[EXCERPTED DATA]

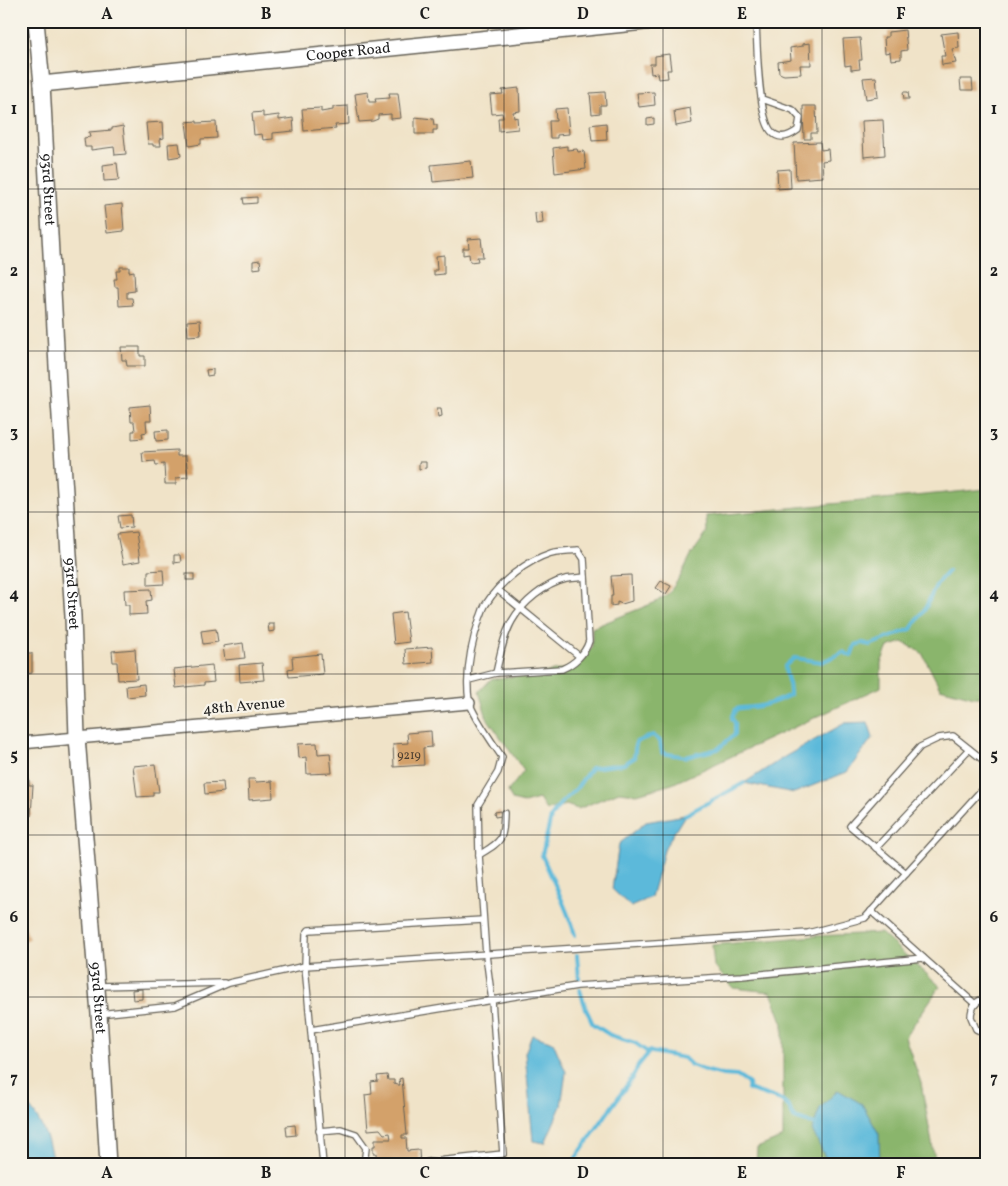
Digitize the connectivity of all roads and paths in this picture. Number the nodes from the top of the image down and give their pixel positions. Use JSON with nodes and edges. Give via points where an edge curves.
{"nodes":[{"id":1,"x":36,"y":21,"type":"edge"},
{"id":2,"x":654,"y":21,"type":"edge"},
{"id":3,"x":756,"y":21,"type":"edge"},
{"id":4,"x":606,"y":24,"type":"edge"},
{"id":5,"x":534,"y":28,"type":"edge"},
{"id":6,"x":42,"y":84,"type":"junction"},
{"id":7,"x":762,"y":99,"type":"junction"},
{"id":8,"x":585,"y":577,"type":"junction"},
{"id":9,"x":498,"y":590,"type":"junction"},
{"id":10,"x":521,"y":609,"type":"junction"},
{"id":11,"x":579,"y":656,"type":"junction"},
{"id":12,"x":496,"y":673,"type":"junction"},
{"id":13,"x":469,"y":680,"type":"junction"},
{"id":14,"x":469,"y":702,"type":"junction"},
{"id":15,"x":77,"y":737,"type":"junction"},
{"id":16,"x":21,"y":743,"type":"edge"},
{"id":17,"x":969,"y":749,"type":"junction"},
{"id":18,"x":987,"y":763,"type":"edge"},
{"id":19,"x":987,"y":784,"type":"edge"},
{"id":20,"x":504,"y":813,"type":"dead end"},
{"id":21,"x":876,"y":848,"type":"junction"},
{"id":22,"x":478,"y":855,"type":"junction"},
{"id":23,"x":906,"y":873,"type":"junction"},
{"id":24,"x":872,"y":911,"type":"junction"},
{"id":25,"x":483,"y":920,"type":"junction"},
{"id":26,"x":486,"y":954,"type":"junction"},
{"id":27,"x":923,"y":958,"type":"junction"},
{"id":28,"x":305,"y":966,"type":"junction"},
{"id":29,"x":228,"y":983,"type":"junction"},
{"id":30,"x":97,"y":986,"type":"junction"},
{"id":31,"x":987,"y":998,"type":"edge"},
{"id":32,"x":492,"y":1001,"type":"junction"},
{"id":33,"x":975,"y":1004,"type":"junction"},
{"id":34,"x":99,"y":1014,"type":"junction"},
{"id":35,"x":311,"y":1030,"type":"junction"},
{"id":36,"x":987,"y":1034,"type":"edge"},
{"id":37,"x":319,"y":1131,"type":"junction"},
{"id":38,"x":428,"y":1162,"type":"dead end"},
{"id":39,"x":108,"y":1165,"type":"edge"},
{"id":40,"x":322,"y":1165,"type":"edge"},
{"id":41,"x":364,"y":1165,"type":"edge"}],
"edges":[{"from":1,"to":6,"type":"street","name":"93rd Street"},
{"from":2,"to":4,"type":"street","name":"Cooper Road"},
{"from":3,"to":7,"type":"lane"},
{"from":4,"to":5,"type":"street","name":"Cooper Road"},
{"from":5,"to":6,"type":"street","name":"Cooper Road"},
{"from":6,"to":15,"type":"street","name":"93rd Street"},
{"from":7,"to":7,"type":"lane","via":[[771,132],[780,137],[790,136],[798,130],[800,118],[793,110]]},
{"from":8,"to":9,"type":"lane","via":[[584,559],[578,550],[552,553],[529,564]]},
{"from":8,"to":10,"type":"lane","via":[[564,580],[543,590]]},
{"from":8,"to":11,"type":"lane","via":[[589,641]]},
{"from":9,"to":10,"type":"lane"},
{"from":9,"to":13,"type":"lane","via":[[485,605],[472,644]]},
{"from":10,"to":11,"type":"lane"},
{"from":10,"to":12,"type":"lane","via":[[511,622]]},
{"from":11,"to":12,"type":"lane","via":[[562,669]]},
{"from":12,"to":13,"type":"lane"},
{"from":13,"to":14,"type":"lane"},
{"from":14,"to":15,"type":"street","name":"48th Avenue"},
{"from":14,"to":22,"type":"lane","via":[[502,757],[498,772],[478,805]]},
{"from":15,"to":16,"type":"street","name":"48th Avenue"},
{"from":15,"to":30,"type":"street","name":"93rd Street"},
{"from":17,"to":18,"type":"lane"},
{"from":17,"to":21,"type":"lane"},
{"from":17,"to":21,"type":"lane","via":[[953,736],[939,738],[920,747],[850,826]]},
{"from":19,"to":23,"type":"lane"},
{"from":20,"to":22,"type":"lane","via":[[503,835],[496,845]]},
{"from":21,"to":23,"type":"lane"},
{"from":22,"to":25,"type":"lane"},
{"from":23,"to":24,"type":"lane"},
{"from":24,"to":26,"type":"lane","via":[[865,918],[808,933]]},
{"from":24,"to":27,"type":"lane"},
{"from":25,"to":26,"type":"lane"},
{"from":25,"to":28,"type":"lane","via":[[309,930],[306,934]]},
{"from":26,"to":28,"type":"lane"},
{"from":26,"to":32,"type":"lane"},
{"from":27,"to":32,"type":"lane","via":[[742,976],[577,986]]},
{"from":27,"to":33,"type":"lane"},
{"from":28,"to":29,"type":"lane"},
{"from":28,"to":35,"type":"lane"},
{"from":29,"to":30,"type":"lane"},
{"from":29,"to":34,"type":"lane","via":[[175,1006]]},
{"from":30,"to":34,"type":"street","name":"93rd Street"},
{"from":31,"to":33,"type":"lane"},
{"from":32,"to":35,"type":"lane"},
{"from":32,"to":38,"type":"lane","via":[[503,1154]]},
{"from":33,"to":36,"type":"lane","via":[[971,1012],[973,1025]]},
{"from":34,"to":39,"type":"street","name":"93rd Street"},
{"from":35,"to":37,"type":"lane"},
{"from":37,"to":40,"type":"lane"},
{"from":37,"to":41,"type":"lane","via":[[341,1129],[356,1134],[366,1148]]}]}
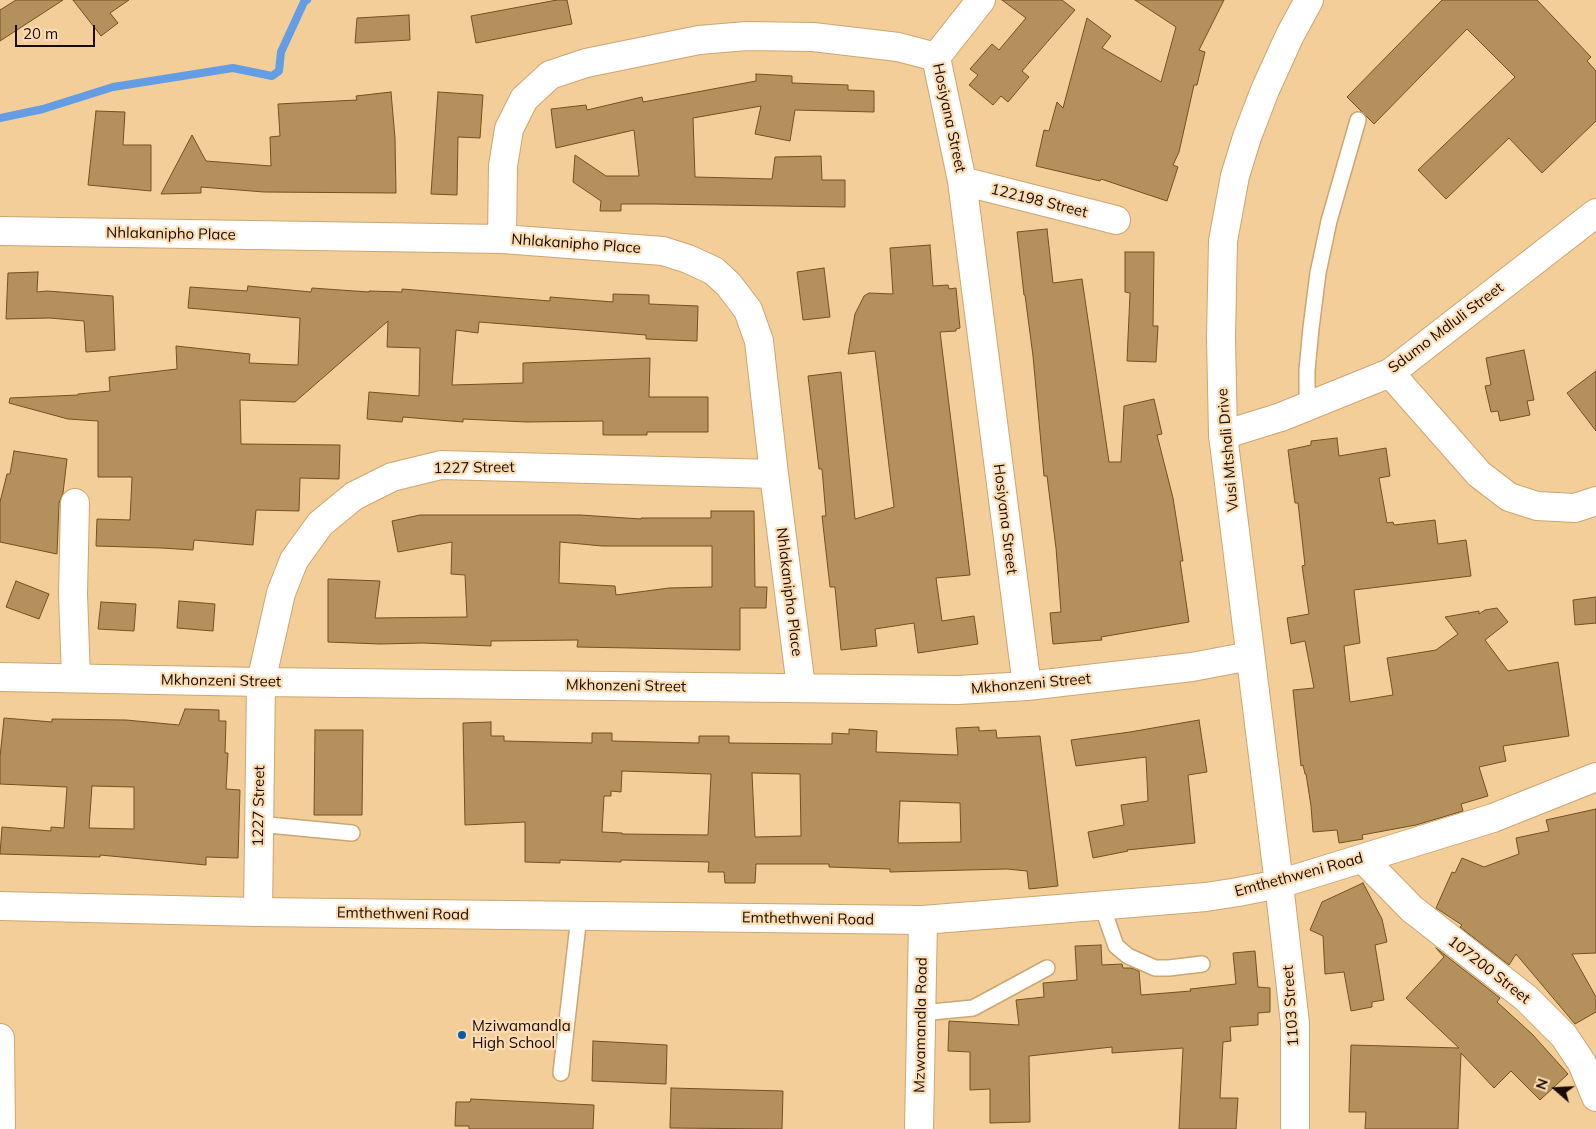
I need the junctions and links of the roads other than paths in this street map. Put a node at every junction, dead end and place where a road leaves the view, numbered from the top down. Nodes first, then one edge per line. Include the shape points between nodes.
1 (981, 0) edge
2 (1309, 0) edge
3 (936, 57) junction
4 (1358, 120) dead end
5 (962, 181) junction
6 (1596, 213) edge
7 (1116, 220) dead end
8 (0, 231) edge
9 (502, 239) junction
10 (1390, 373) junction
11 (1307, 407) junction
12 (1224, 435) junction
13 (774, 474) junction
14 (1596, 501) edge
15 (75, 503) dead end
16 (1250, 656) junction
17 (0, 677) edge
18 (76, 678) junction
19 (261, 682) junction
20 (1027, 686) junction
21 (801, 687) junction
22 (1596, 777) edge
23 (258, 824) junction
24 (352, 833) dead end
25 (1363, 859) junction
26 (1279, 884) junction
27 (0, 906) edge
28 (1102, 906) junction
29 (258, 912) junction
30 (579, 916) junction
31 (923, 920) junction
32 (1202, 964) dead end
33 (1047, 968) dead end
34 (921, 1013) junction
35 (0, 1038) edge
36 (1589, 1063) edge
37 (561, 1073) dead end
38 (1596, 1097) edge
39 (2, 1129) edge
40 (919, 1129) edge
41 (1295, 1129) edge

1 - 3 street
2 - 12 street, Vusi Mtshali Drive via 1265,90 1236,176 1224,241 1221,338
3 - 5 street, Hosiyana Street
3 - 9 street, Hosiyana Street via 898,47 813,37 747,36 698,40 586,63 550,75 524,99 509,129 503,166
4 - 11 lane via 1329,221 1318,273 1310,337
5 - 7 street, 122198 Street
5 - 20 street, Hosiyana Street
6 - 10 street, Sdumo Mdluli Street
8 - 9 street, Nhlakanipho Place
9 - 13 street, Nhlakanipho Place via 663,251 714,271 748,310 760,341
10 - 11 street, Sdumo Mdluli Street
10 - 14 street via 1479,474 1508,497 1537,506 1575,508
11 - 12 street, Sdumo Mdluli Street
12 - 16 street, Vusi Mtshali Drive
13 - 19 street, 1227 Street via 441,465 392,477 354,496 320,524 294,560 281,593
13 - 21 street, Nhlakanipho Place
15 - 18 street via 73,594
16 - 20 street, Mkhonzeni Street via 1192,667
16 - 26 street, Vusi Mtshali Drive
17 - 18 street, Mkhonzeni Street
18 - 19 street, Mkhonzeni Street
19 - 21 street, Mkhonzeni Street
19 - 23 street, 1227 Street
20 - 21 street, Mkhonzeni Street via 958,690
22 - 25 street, Emthethweni Road via 1493,818
23 - 24 lane
23 - 29 street, 1227 Street
25 - 26 street, Emthethweni Road
25 - 36 street, 107200 Street via 1412,909 1526,998
26 - 28 street, Emthethweni Road via 1206,897
26 - 41 street, 1103 Street via 1295,1023
27 - 29 street, Emthethweni Road
28 - 31 street, Emthethweni Road
28 - 32 lane via 1116,946 1128,956 1154,968
29 - 30 street, Emthethweni Road
30 - 31 street, Emthethweni Road
30 - 37 lane
31 - 34 street, Mzwamandla Road
33 - 34 lane via 973,1008
34 - 40 street, Mzwamandla Road
35 - 39 street
36 - 38 street, 107200 Street

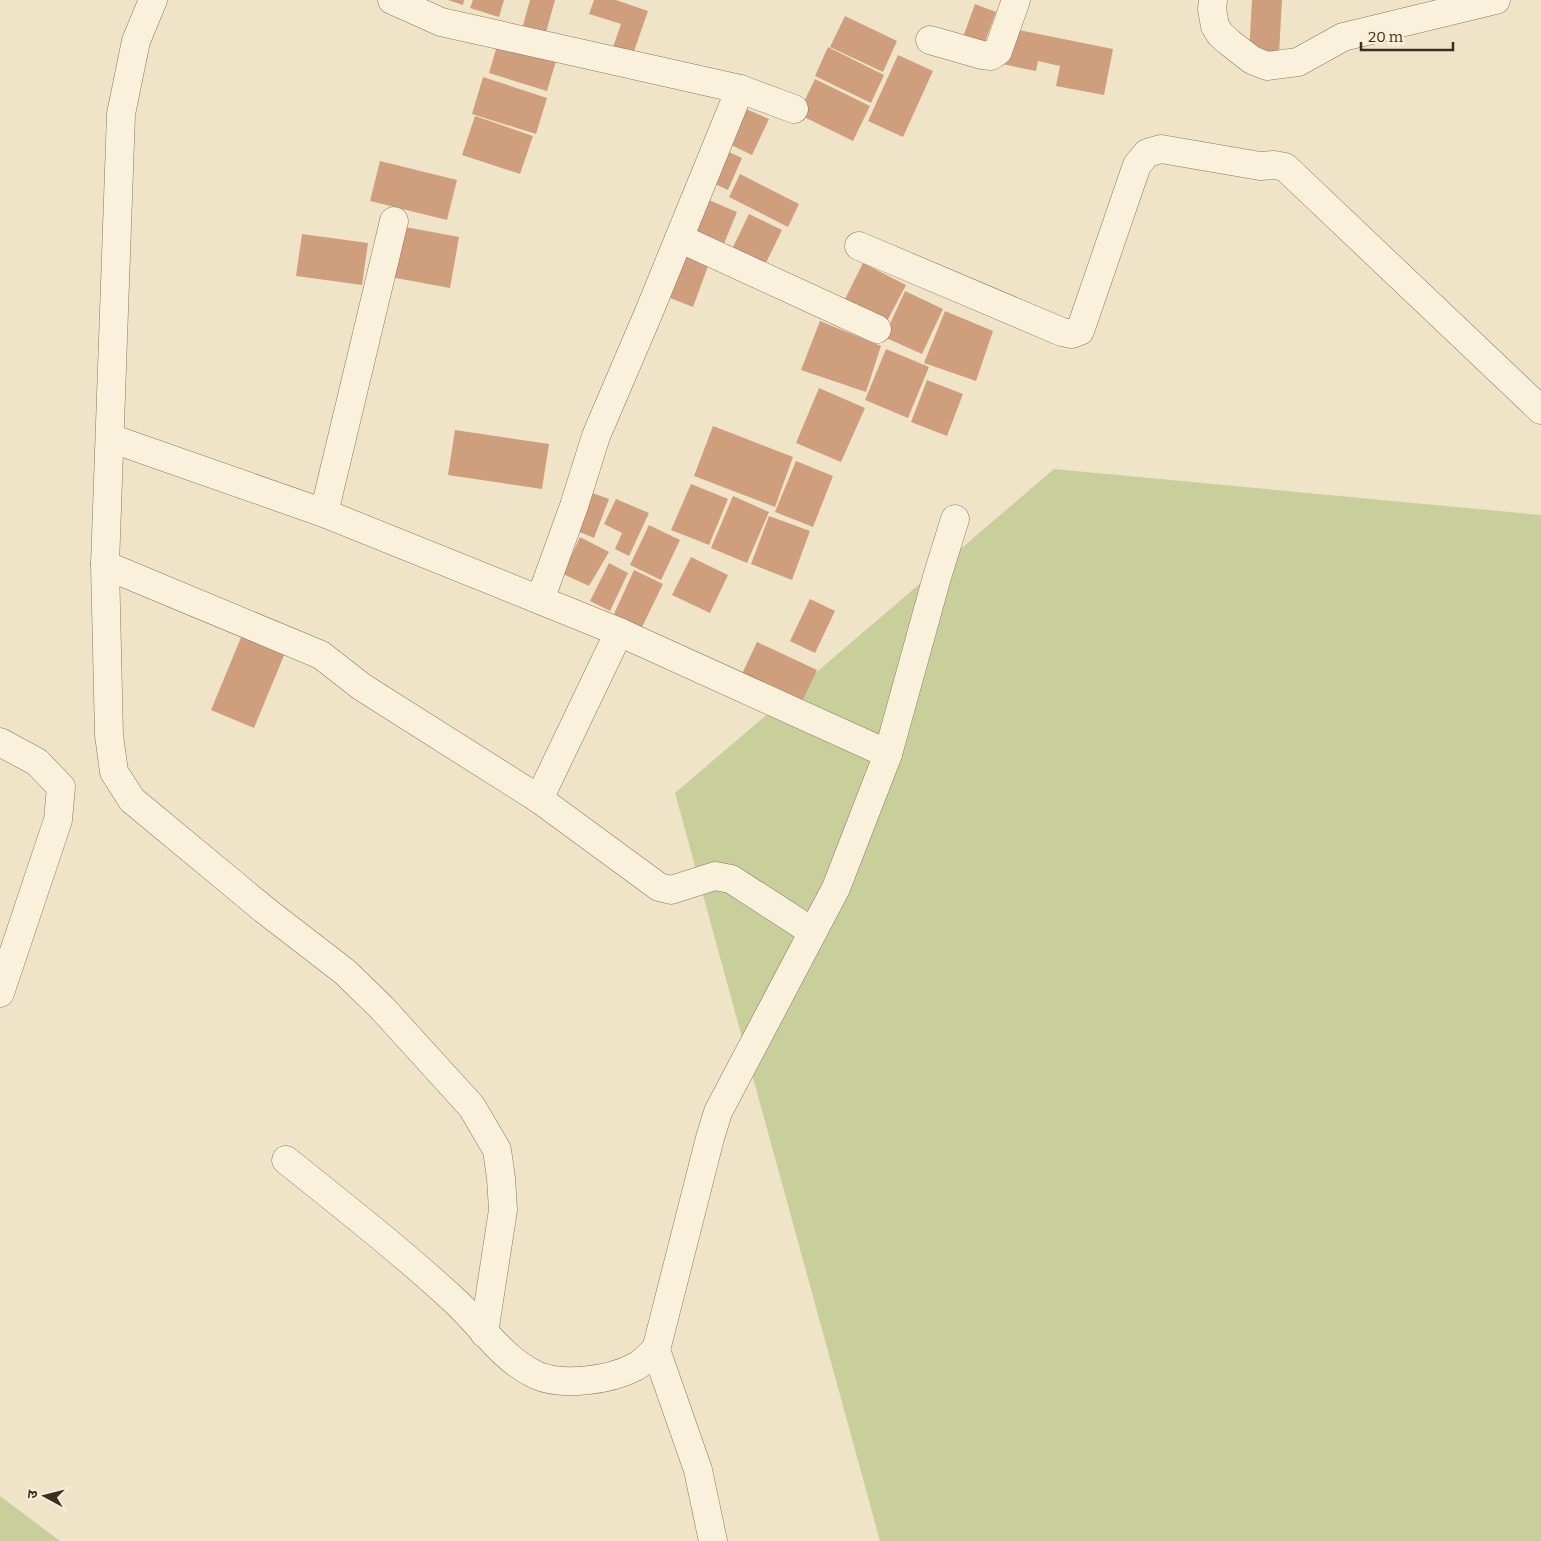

[/EXCERPTED DATA]

Whenever a line of the records holds the string "Mdluli", pick it out and copy it.

**WRITTEN ANSWER:**
6 - 10 street, Sdumo Mdluli Street
10 - 11 street, Sdumo Mdluli Street
11 - 12 street, Sdumo Mdluli Street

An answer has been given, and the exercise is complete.